All lines holding the string "Sungai" should be copied from the data below.

*** Block opens ***

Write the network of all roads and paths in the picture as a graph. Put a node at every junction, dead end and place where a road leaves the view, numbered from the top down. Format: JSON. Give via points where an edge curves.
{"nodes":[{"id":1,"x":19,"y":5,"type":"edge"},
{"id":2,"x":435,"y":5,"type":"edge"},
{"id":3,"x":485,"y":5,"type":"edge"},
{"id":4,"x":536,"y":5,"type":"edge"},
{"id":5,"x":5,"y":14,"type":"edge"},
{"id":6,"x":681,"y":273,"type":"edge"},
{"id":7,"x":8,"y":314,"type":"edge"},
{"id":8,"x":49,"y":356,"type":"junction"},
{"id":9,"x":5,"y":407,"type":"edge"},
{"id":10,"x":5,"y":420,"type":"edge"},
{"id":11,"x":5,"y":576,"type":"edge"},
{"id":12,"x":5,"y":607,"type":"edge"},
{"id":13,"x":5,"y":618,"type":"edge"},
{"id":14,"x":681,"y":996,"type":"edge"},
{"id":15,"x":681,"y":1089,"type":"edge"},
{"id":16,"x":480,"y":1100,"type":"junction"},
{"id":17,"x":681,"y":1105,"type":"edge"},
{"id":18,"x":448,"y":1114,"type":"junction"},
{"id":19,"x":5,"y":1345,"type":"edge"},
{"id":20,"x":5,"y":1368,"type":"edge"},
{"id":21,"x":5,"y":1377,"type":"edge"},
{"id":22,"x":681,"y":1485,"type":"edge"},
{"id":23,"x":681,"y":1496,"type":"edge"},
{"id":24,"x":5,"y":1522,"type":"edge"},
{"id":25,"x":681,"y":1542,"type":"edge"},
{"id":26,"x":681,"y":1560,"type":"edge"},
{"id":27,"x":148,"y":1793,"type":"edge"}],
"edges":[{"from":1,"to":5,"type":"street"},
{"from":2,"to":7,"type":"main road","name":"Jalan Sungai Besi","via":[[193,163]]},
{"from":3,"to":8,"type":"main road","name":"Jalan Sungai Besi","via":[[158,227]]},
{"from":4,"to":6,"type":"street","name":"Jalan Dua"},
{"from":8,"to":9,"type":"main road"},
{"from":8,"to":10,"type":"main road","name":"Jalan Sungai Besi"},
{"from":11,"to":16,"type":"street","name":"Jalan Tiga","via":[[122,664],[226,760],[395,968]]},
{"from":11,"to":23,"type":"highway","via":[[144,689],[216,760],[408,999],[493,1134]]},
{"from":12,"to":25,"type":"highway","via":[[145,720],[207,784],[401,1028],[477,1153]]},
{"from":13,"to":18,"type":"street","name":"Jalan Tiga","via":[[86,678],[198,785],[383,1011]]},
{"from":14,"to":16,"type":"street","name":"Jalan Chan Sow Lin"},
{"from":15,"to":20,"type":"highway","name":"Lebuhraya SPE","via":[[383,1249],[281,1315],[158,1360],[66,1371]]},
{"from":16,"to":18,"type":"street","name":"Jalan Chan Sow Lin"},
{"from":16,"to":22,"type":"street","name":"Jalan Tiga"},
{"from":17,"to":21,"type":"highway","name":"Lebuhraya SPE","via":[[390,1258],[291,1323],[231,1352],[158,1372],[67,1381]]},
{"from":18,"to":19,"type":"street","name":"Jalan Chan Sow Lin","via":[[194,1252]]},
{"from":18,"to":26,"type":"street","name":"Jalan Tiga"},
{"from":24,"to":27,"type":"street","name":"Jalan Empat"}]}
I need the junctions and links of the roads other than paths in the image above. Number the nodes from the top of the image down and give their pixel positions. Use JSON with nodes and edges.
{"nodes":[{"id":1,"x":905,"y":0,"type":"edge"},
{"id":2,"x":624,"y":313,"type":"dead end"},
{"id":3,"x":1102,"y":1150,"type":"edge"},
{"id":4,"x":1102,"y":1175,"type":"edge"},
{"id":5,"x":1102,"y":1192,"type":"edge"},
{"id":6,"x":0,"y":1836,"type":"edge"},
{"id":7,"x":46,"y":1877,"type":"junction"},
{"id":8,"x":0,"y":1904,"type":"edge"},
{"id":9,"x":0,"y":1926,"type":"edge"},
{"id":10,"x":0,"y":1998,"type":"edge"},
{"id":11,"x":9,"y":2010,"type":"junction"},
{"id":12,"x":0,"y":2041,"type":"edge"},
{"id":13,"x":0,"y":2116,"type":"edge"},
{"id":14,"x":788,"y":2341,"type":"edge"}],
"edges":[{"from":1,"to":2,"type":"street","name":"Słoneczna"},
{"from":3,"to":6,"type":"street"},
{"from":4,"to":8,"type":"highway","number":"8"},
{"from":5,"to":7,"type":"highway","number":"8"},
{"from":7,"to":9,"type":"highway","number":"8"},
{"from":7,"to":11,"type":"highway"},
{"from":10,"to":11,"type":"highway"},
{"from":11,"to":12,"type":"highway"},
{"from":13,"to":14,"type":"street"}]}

*** Block closes ***

▶ SOLUTION FOR THIS PROBLEM
{"from":2,"to":7,"type":"main road","name":"Jalan Sungai Besi","via":[[193,163]]},
{"from":3,"to":8,"type":"main road","name":"Jalan Sungai Besi","via":[[158,227]]},
{"from":8,"to":10,"type":"main road","name":"Jalan Sungai Besi"},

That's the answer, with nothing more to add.